Our Forklift Briefing readers have asked us to cover one topic more than any other – guidance on buying a used forklift. If you are one of those who requested this article, please let us know how you get on!

When to buy used

Right now, there are some very attractive deals on used equipment – but it’s also a very good time to buy new, so you need to be extra careful to get the best overall deal.

Like buying a used car, the seller may not want to tell you everything and repair bills could cost you thousands, so it’s up to you to choose a reputable supplier and to check the truck thoroughly before you buy.
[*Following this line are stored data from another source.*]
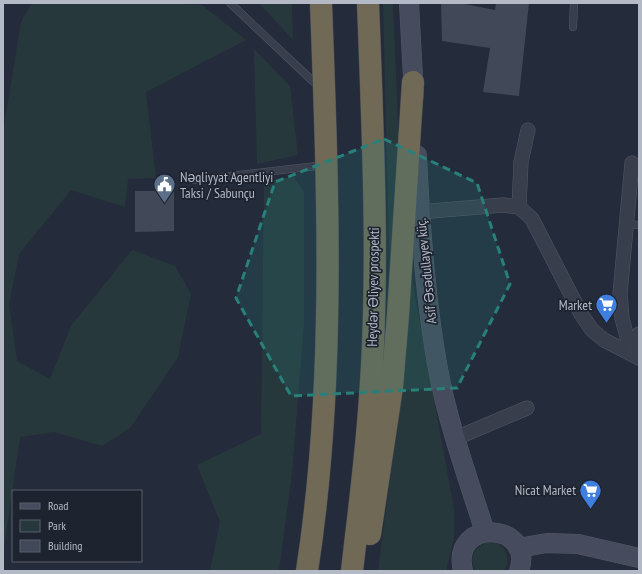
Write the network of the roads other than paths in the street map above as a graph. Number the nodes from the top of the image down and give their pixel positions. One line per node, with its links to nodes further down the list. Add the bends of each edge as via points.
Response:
1 (230, 3): 8 (lane)
2 (321, 3): 8 (highway)
3 (368, 3): 25 (highway, Heydər Əliyev prospekti, via 374,321 369,412)
4 (409, 3): 7 (main road, Asif Əsədullayev küç.)
5 (574, 3): 6 (lane)
6 (573, 27)
7 (413, 82): 14 (main road, Asif Əsədullayev küç.); 26 (highway, via 392,387)
8 (324, 92): 11 (highway)
9 (528, 130): 13 (street, via 521,162)
10 (632, 163): 15 (street)
11 (327, 164): 12 (lane); 24 (highway, via 328,316 318,487)
12 (195, 180)
13 (519, 207): 14 (street, via 503,205); 17 (street, via 532,219 581,314 592,330 604,340)
14 (419, 212): 19 (main road, Asif Əsədullayev küç., via 427,295 438,369)
15 (633, 225): 17 (street, via 620,294 622,318)
16 (639, 334): 17 (street)
17 (635, 356)
18 (527, 408): 19 (street)
19 (456, 438): 20 (main road, Asif Əsədullayev küç.)
20 (485, 532): 21 (main road, via 495,531 504,534); 22 (main road, via 475,535)
21 (518, 548): 23 (main road, via 547,543 573,544); 29 (main road, via 521,557)
22 (463, 551): 27 (main road); 28 (main road)
23 (639, 558)
24 (307, 571)
25 (352, 571)
26 (364, 571)
27 (457, 571)
28 (463, 571)
29 (518, 571)

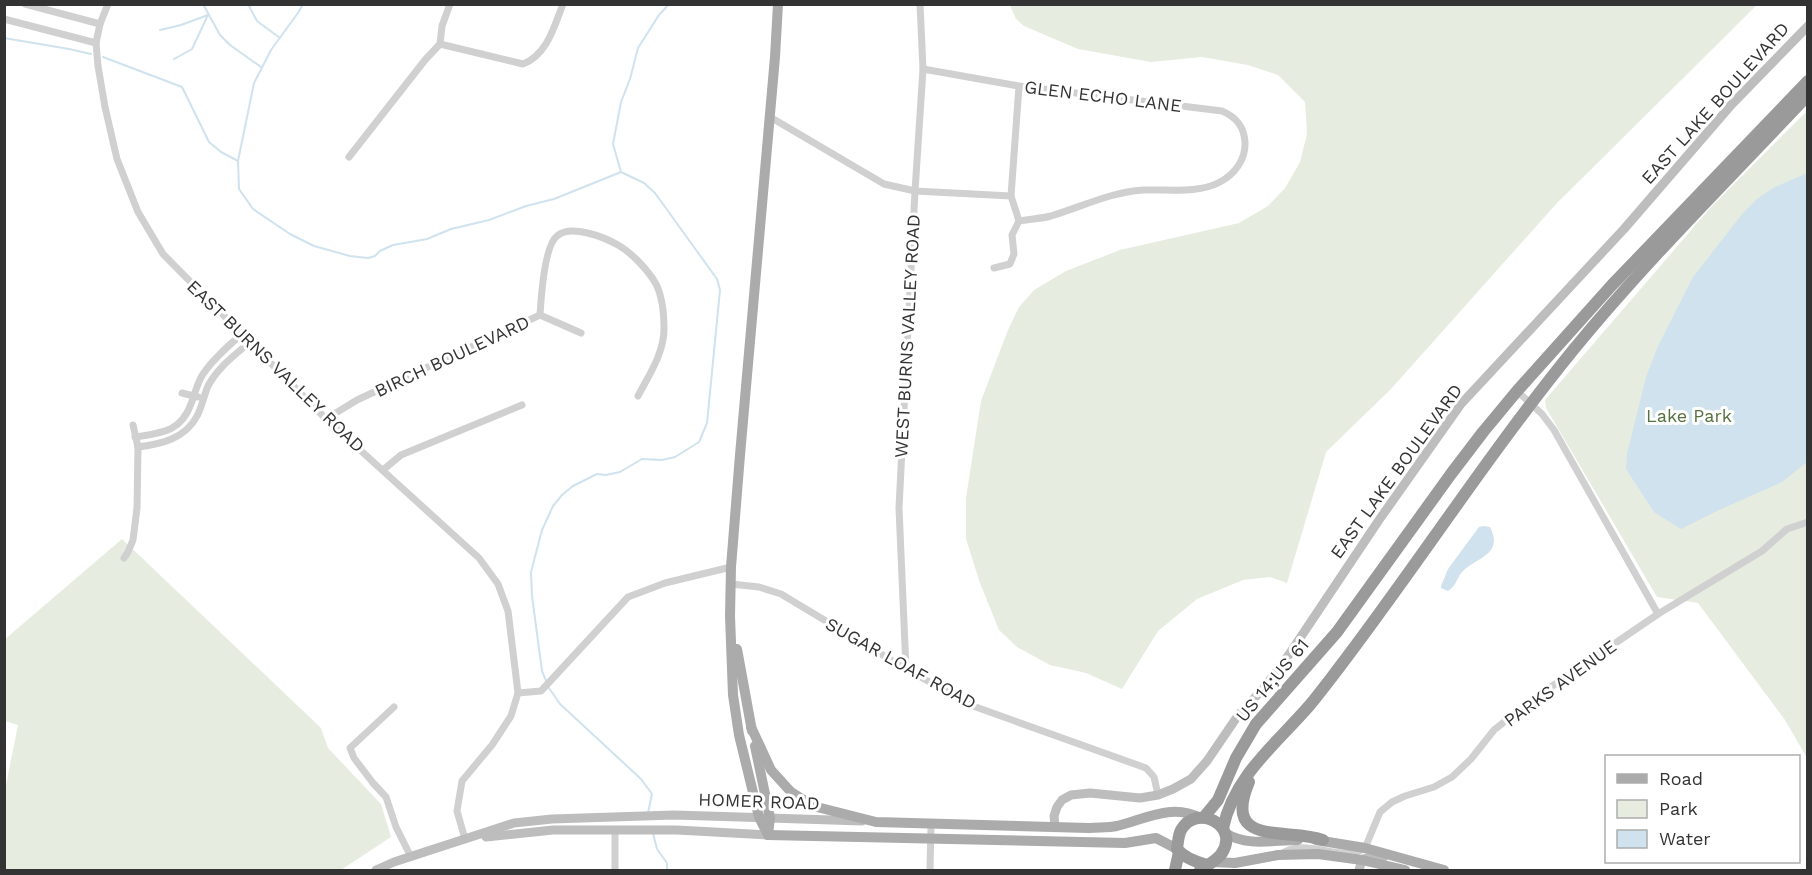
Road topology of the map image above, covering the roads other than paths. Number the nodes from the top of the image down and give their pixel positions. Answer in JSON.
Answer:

If your business depends on a particular type or specification of forklift then you should probably not take a chance on a used truck. Choosing a used truck increases your risk of breakdown, so before buying, ask yourself the following questions:

  • Will your business lose a great deal if the truck fails
  • Is the truck’s application demanding?
  • Will you be using the truck for more than four hours per day?

If the answer to any of the above is yes, a new truck should be strongly considered for reliability. Equally, if the truck you use currently is vital to your operations, you may wish to buy another second hand truck and keep it as a spare to support your operations. Whatever your needs, use the following checklist to help you come to the right decision…

1: Is the truck up to the job?

Whether you’ve already decided to purchase used or not, ask at least three dealers to carry out site surveys and quote for both new and used.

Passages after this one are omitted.